_What you should do_.
Answer with only the number of lines below where "down" appears.

_Provided material_.
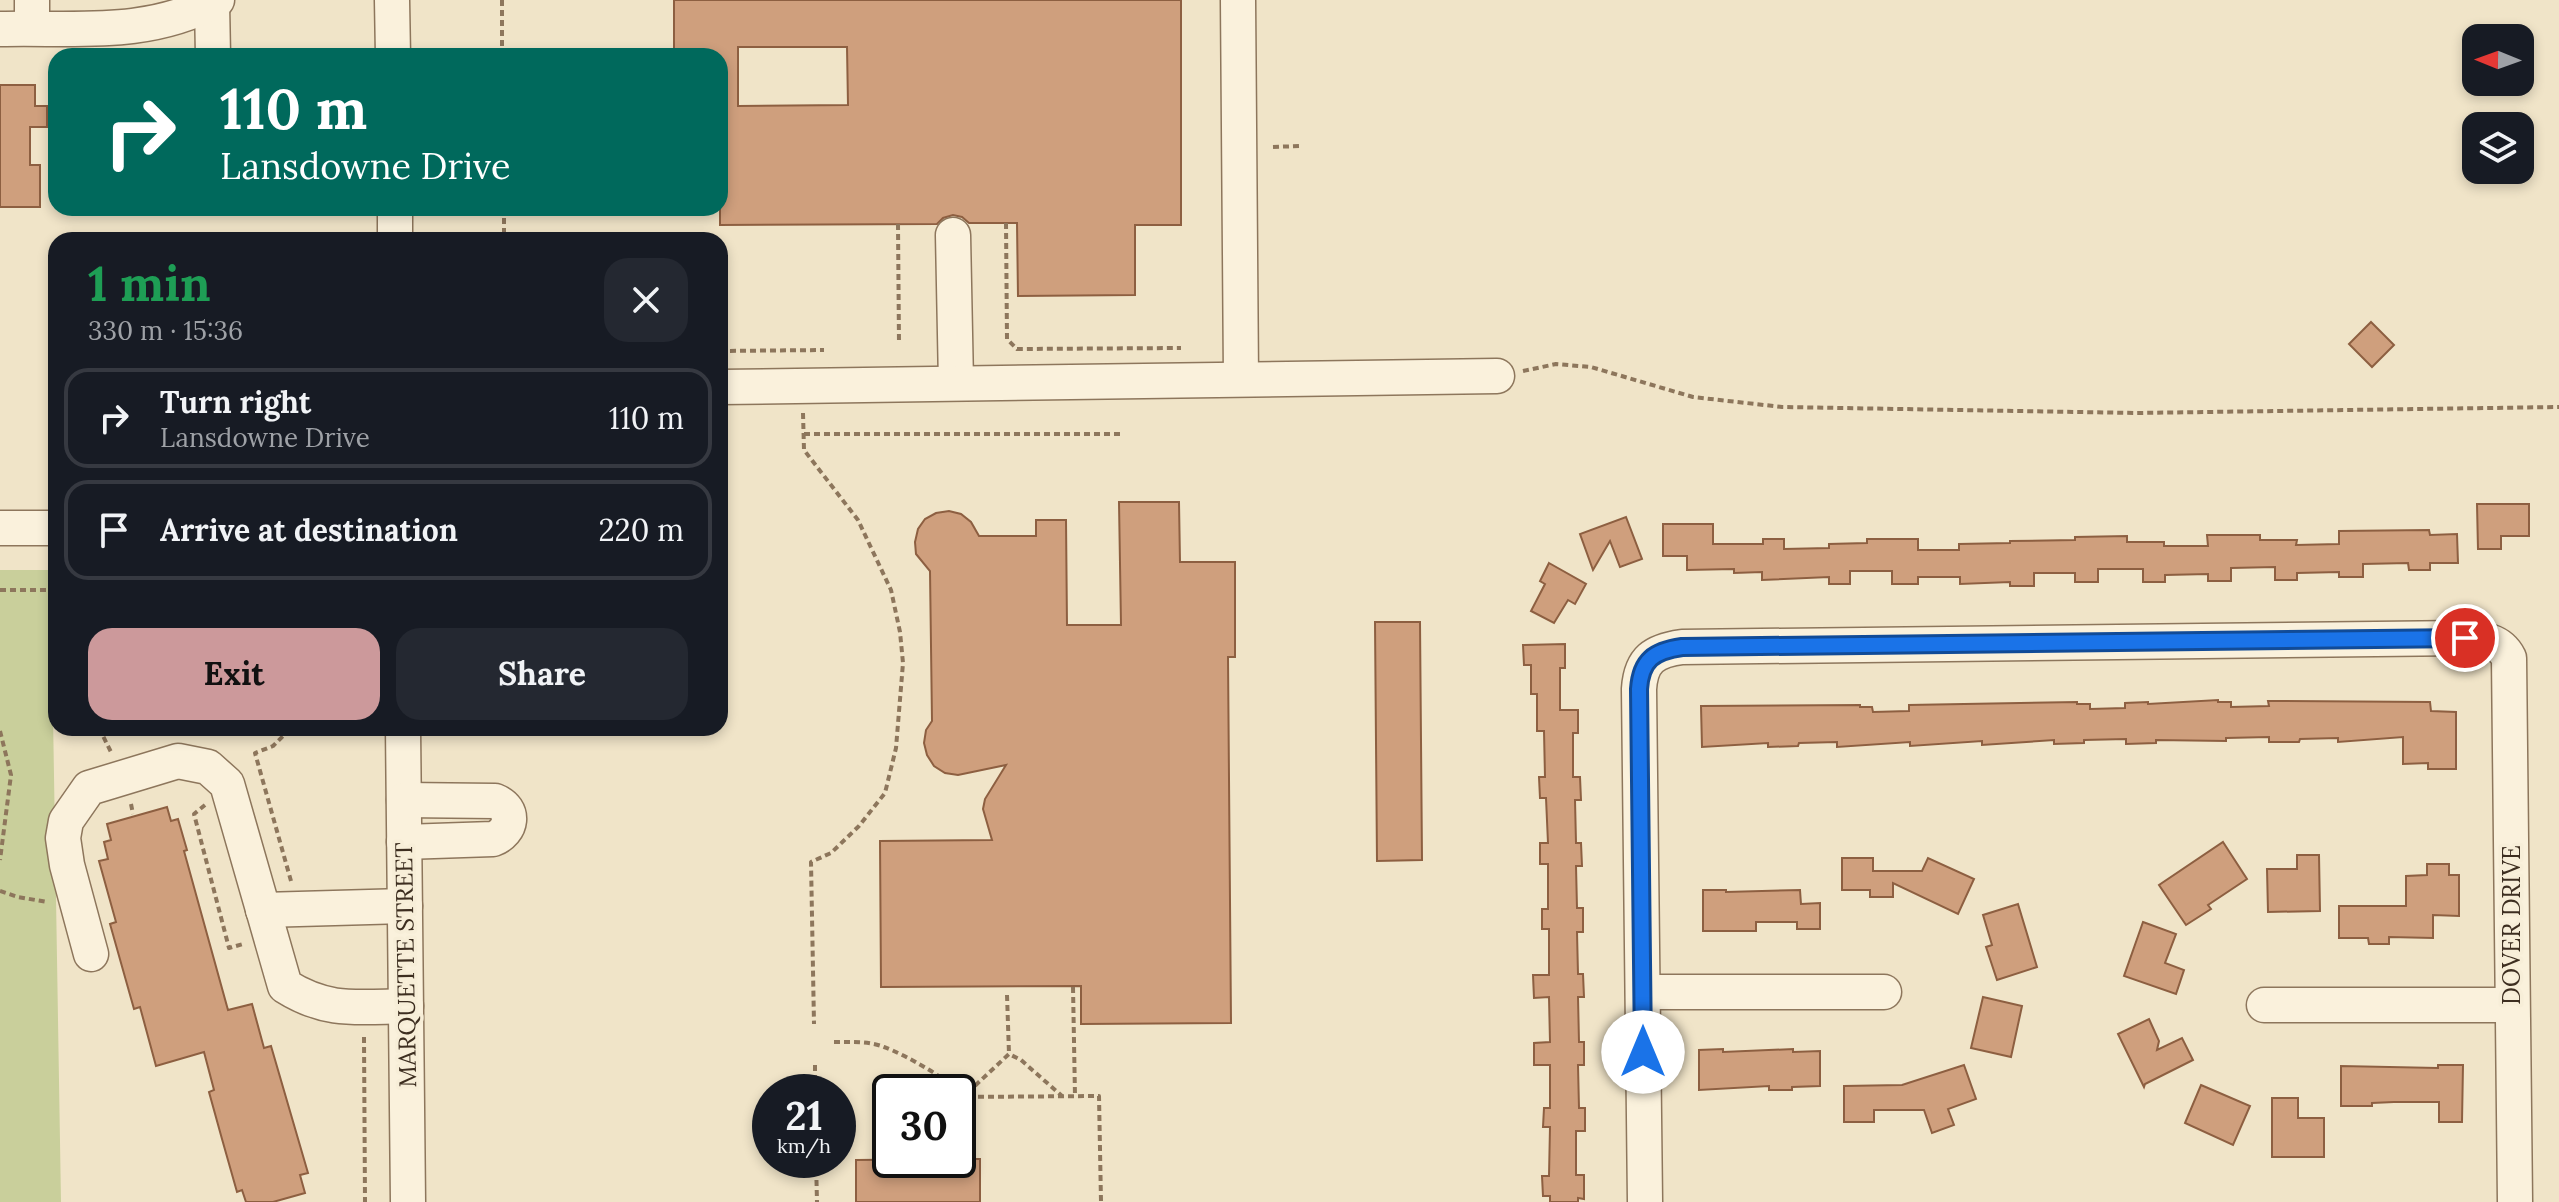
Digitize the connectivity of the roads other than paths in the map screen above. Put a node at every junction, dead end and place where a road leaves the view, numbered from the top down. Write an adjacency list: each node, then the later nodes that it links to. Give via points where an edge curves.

* * *

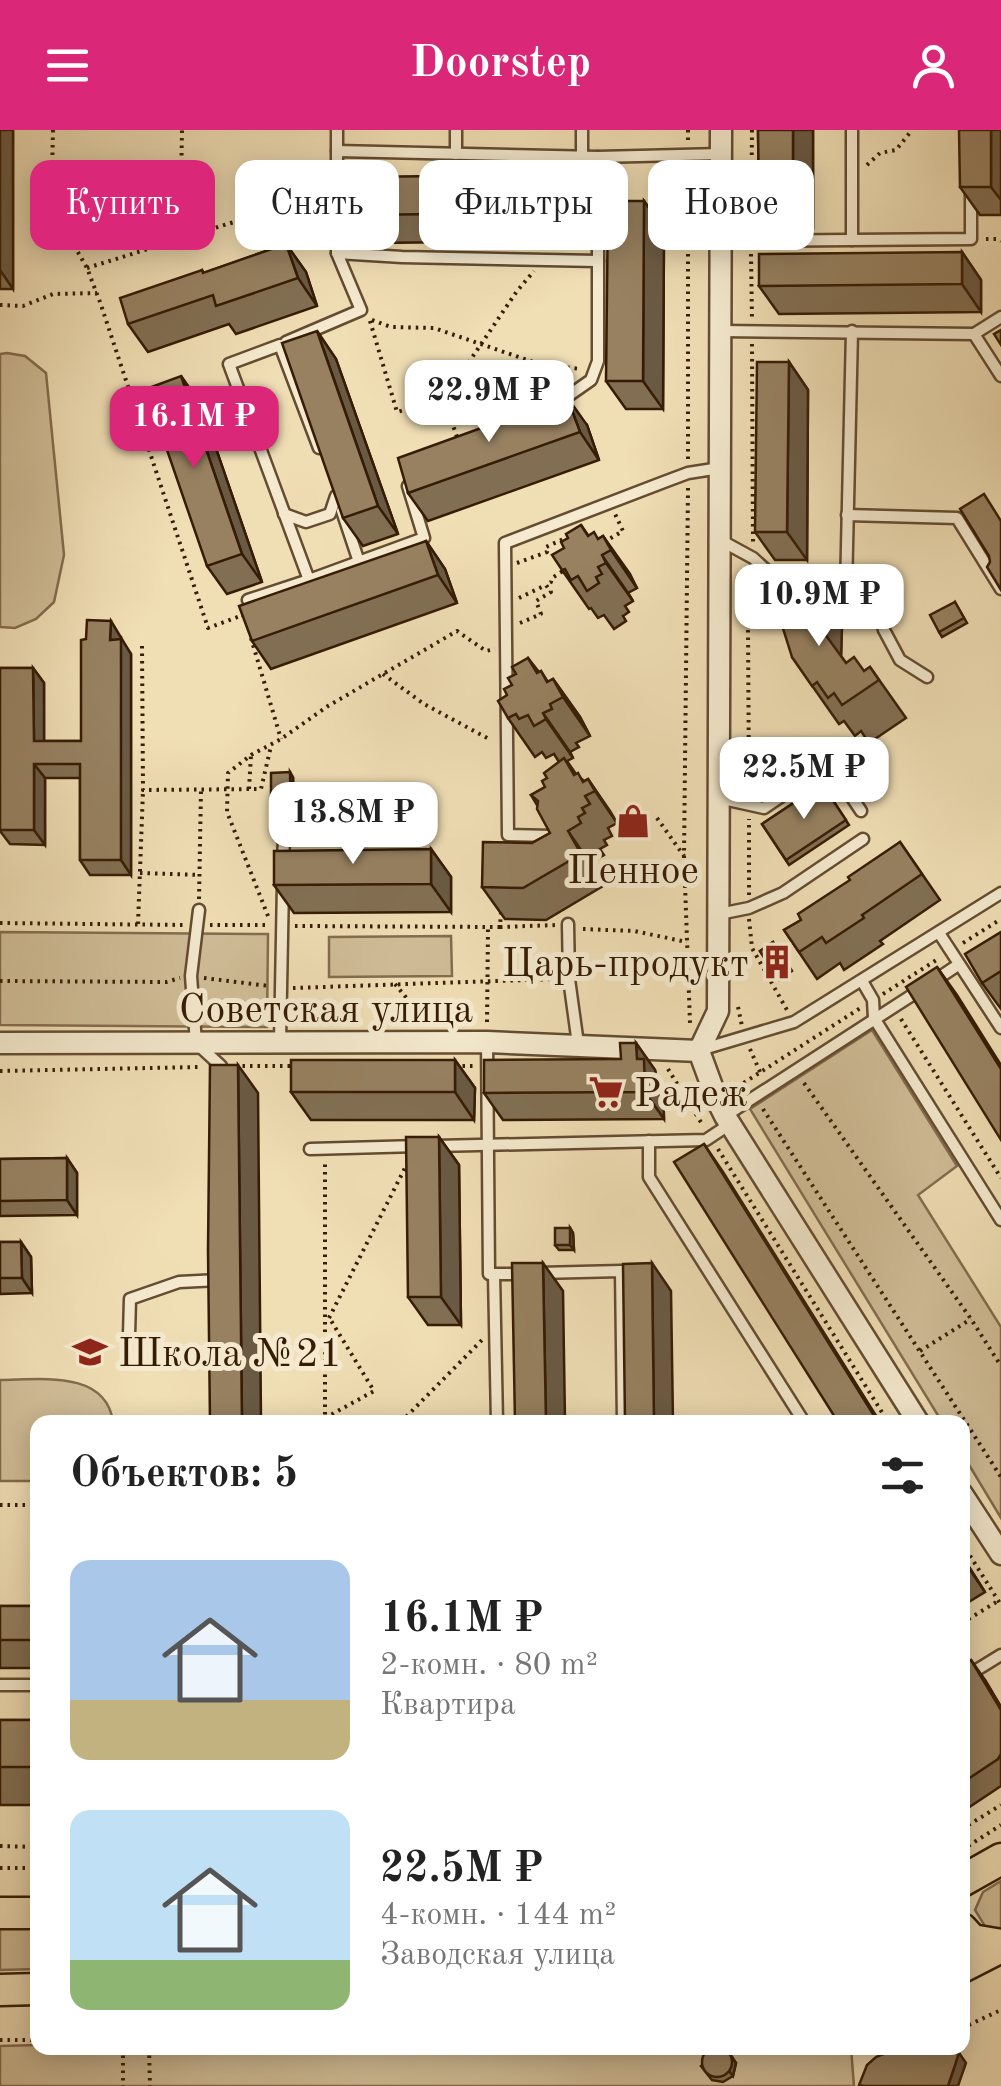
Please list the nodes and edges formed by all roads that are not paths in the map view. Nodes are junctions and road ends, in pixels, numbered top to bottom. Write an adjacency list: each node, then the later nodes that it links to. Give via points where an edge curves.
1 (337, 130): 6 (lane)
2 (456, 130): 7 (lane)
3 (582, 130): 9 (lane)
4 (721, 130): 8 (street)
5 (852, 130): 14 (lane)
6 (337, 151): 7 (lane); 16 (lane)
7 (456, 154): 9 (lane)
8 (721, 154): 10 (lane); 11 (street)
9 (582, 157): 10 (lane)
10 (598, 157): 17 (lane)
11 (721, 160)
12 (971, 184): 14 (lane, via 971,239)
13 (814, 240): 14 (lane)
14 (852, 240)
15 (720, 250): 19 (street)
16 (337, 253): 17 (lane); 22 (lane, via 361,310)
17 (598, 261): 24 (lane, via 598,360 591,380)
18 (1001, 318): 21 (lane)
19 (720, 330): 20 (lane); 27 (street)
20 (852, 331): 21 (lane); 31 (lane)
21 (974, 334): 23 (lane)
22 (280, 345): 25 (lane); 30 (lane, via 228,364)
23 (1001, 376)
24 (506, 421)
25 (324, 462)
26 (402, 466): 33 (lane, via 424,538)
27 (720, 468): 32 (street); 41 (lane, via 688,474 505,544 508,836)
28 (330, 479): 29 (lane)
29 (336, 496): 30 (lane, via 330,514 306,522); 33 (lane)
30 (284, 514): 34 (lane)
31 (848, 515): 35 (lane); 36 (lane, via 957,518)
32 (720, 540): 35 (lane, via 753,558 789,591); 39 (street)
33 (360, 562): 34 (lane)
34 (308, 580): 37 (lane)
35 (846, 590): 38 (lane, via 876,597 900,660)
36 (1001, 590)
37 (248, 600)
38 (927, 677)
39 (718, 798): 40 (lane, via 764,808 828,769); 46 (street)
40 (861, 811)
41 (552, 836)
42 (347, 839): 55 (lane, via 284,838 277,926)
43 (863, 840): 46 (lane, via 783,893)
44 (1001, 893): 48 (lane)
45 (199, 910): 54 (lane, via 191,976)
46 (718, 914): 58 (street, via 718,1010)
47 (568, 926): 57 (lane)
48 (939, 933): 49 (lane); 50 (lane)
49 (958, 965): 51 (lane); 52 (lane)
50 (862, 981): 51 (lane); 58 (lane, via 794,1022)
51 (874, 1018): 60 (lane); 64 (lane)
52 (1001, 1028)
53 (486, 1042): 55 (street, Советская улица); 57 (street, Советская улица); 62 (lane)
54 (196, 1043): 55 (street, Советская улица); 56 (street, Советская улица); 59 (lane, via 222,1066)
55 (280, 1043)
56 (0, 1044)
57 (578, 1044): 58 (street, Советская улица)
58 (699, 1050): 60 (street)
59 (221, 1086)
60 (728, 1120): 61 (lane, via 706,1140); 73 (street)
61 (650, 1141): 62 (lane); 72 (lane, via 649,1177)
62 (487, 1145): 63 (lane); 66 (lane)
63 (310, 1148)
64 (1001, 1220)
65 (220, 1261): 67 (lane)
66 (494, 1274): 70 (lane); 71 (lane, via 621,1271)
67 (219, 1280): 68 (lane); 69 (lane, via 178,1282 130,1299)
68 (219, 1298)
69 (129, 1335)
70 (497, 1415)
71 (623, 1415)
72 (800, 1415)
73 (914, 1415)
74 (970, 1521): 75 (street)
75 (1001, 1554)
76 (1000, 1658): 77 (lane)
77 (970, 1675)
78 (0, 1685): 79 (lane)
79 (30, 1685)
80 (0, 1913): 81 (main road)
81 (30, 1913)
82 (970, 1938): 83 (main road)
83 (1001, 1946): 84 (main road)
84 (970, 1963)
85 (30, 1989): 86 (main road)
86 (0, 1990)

...

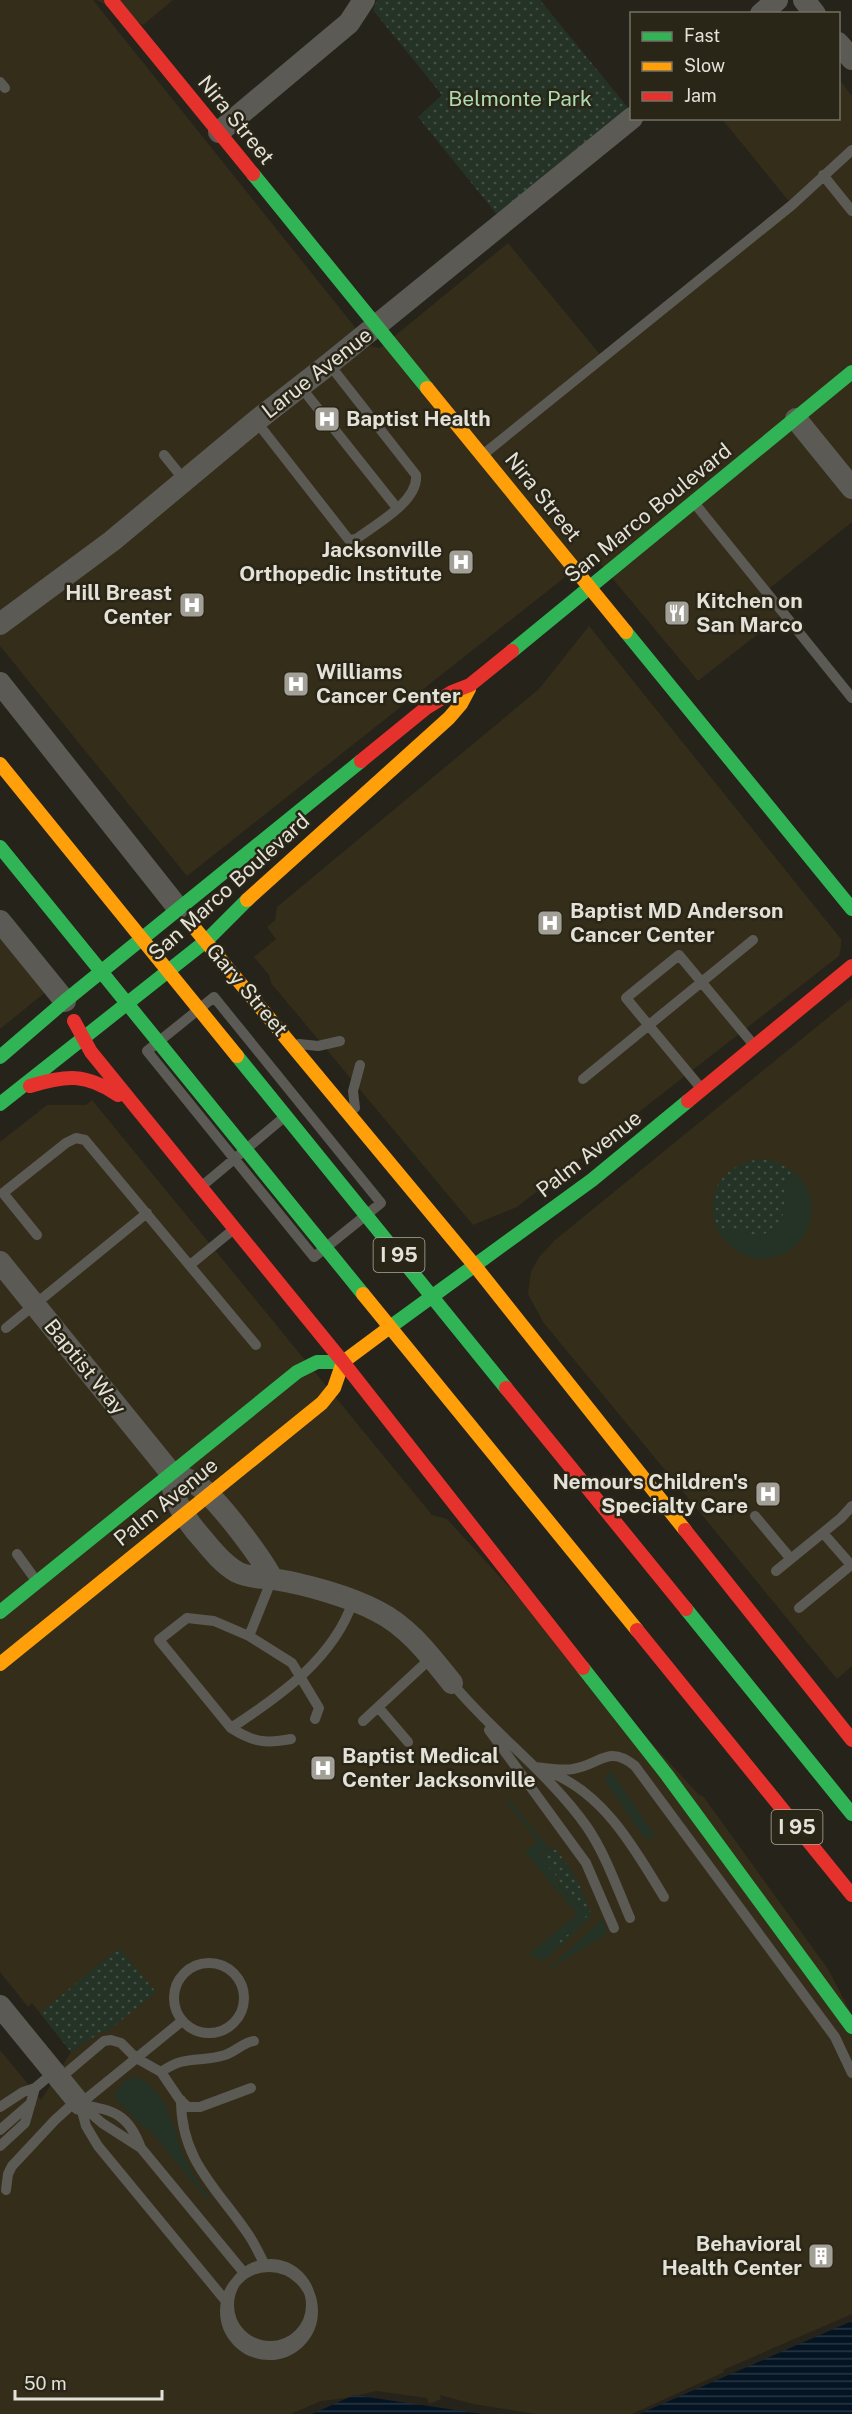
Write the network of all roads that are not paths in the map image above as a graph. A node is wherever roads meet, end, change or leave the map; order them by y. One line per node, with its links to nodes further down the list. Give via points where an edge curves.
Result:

_Solved problem_.
2